Figueres-Esteban, Miguel, Hughes, Peter and Van Gulijk, Coen (2016) Ontology network analysis for safety learning in the railway domain. In: Risk, Reliability and Safety: Innovating Theory and Practice: Proceedings of ESREL 2016. CRC Press. ISBN 9781138029972
Abstract

Ontologies have been used in diverse areas such as Knowledge Management (KM), Artificial Intelligence (AI), Natural Language Processing (NLP) and Semantic Web as they allow software applications to integrate, query and reason about concepts and relations within a knowledge domain. For Big Data Risk Analysis (BDRA) in railways, ontologies are a key enabler for obtaining valuable insights into safety from the large amount of data available from the railway. Traditionally, the ontology building has been an entirely manual process that has required a considerable human effort and development time.
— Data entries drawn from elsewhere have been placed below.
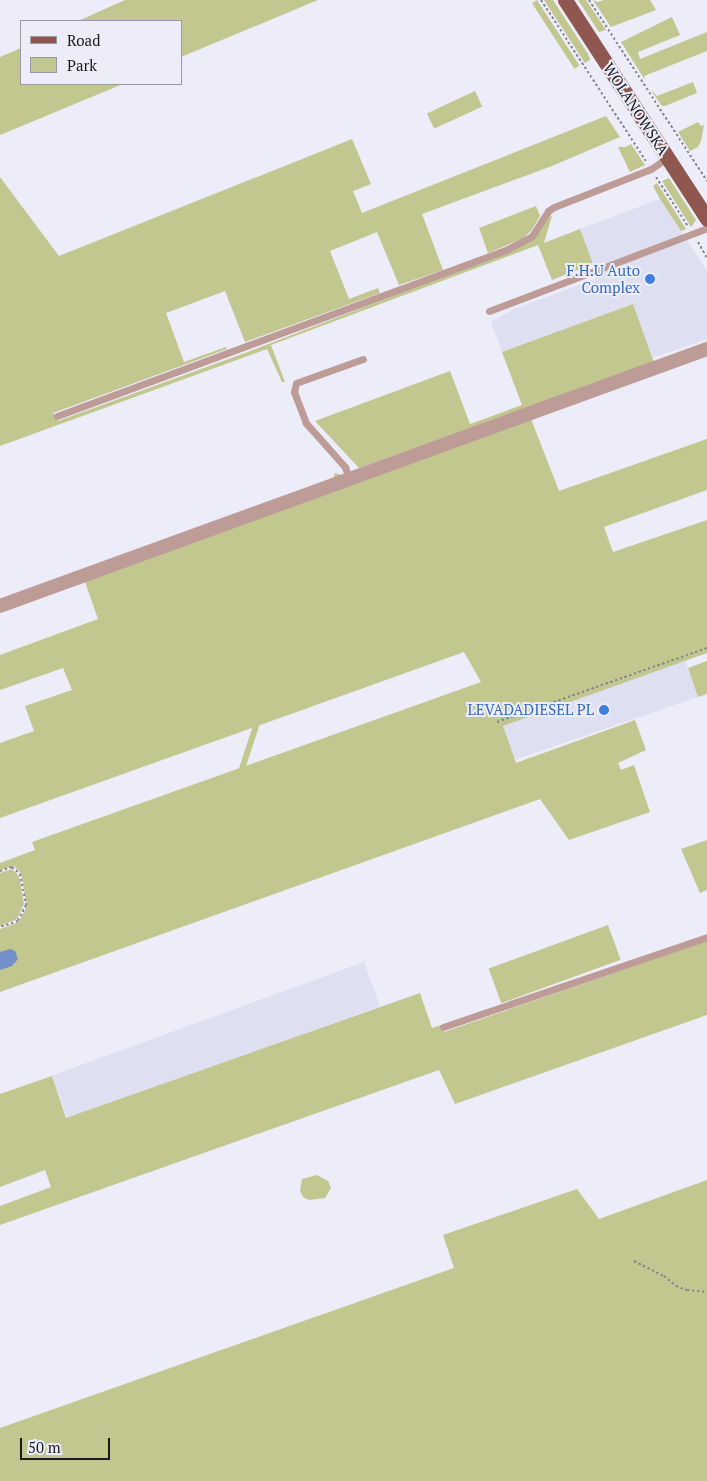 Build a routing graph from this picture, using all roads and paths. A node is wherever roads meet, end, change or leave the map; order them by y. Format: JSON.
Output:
{"nodes":[{"id":1,"x":541,"y":0,"type":"edge"},
{"id":2,"x":565,"y":0,"type":"edge"},
{"id":3,"x":589,"y":0,"type":"edge"},
{"id":4,"x":667,"y":158,"type":"junction"},
{"id":5,"x":651,"y":169,"type":"junction"},
{"id":6,"x":707,"y":181,"type":"edge"},
{"id":7,"x":707,"y":219,"type":"edge"},
{"id":8,"x":707,"y":228,"type":"edge"},
{"id":9,"x":693,"y":234,"type":"junction"},
{"id":10,"x":707,"y":258,"type":"edge"},
{"id":11,"x":489,"y":311,"type":"dead end"},
{"id":12,"x":707,"y":349,"type":"edge"},
{"id":13,"x":363,"y":359,"type":"dead end"},
{"id":14,"x":57,"y":416,"type":"dead end"},
{"id":15,"x":349,"y":478,"type":"junction"},
{"id":16,"x":0,"y":606,"type":"edge"},
{"id":17,"x":707,"y":648,"type":"edge"},
{"id":18,"x":497,"y":722,"type":"dead end"},
{"id":19,"x":0,"y":872,"type":"edge"},
{"id":20,"x":0,"y":928,"type":"edge"},
{"id":21,"x":707,"y":937,"type":"edge"},
{"id":22,"x":444,"y":1028,"type":"dead end"},
{"id":23,"x":634,"y":1261,"type":"dead end"},
{"id":24,"x":707,"y":1292,"type":"edge"}],
"edges":[{"from":1,"to":5,"type":"path"},
{"from":2,"to":4,"type":"main road","name":"WOLANOWSKA"},
{"from":3,"to":6,"type":"path"},
{"from":4,"to":5,"type":"lane"},
{"from":4,"to":7,"type":"main road","name":"WOLANOWSKA"},
{"from":5,"to":9,"type":"path"},
{"from":5,"to":14,"type":"lane"},
{"from":8,"to":9,"type":"lane"},
{"from":9,"to":10,"type":"path"},
{"from":9,"to":11,"type":"lane"},
{"from":12,"to":15,"type":"street"},
{"from":13,"to":15,"type":"lane"},
{"from":15,"to":16,"type":"street"},
{"from":17,"to":18,"type":"path"},
{"from":19,"to":20,"type":"path"},
{"from":21,"to":22,"type":"lane"},
{"from":23,"to":24,"type":"path"}]}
During the last decade, the in-formation explosion due to the Internet and the need to develop large-scale methods to extract patterns in a systematic way, has given rise the research area of “ontology learning”. Despite recent research efforts, ontol-ogy learning systems are still struggling with extracting terms (words or multiple-words) from text-based data. This manuscript explores the benefits of visual analytics to support the construction of ontologies for a particular part of railway safety management: possessions. In railways, possession operations are the protection arrangements for engineering work that ensure track workers remain separated from moving trains. A network of terms from possession operations standards is represented to extract the concepts of the ontology that enable the safety learning from events related to possession operations.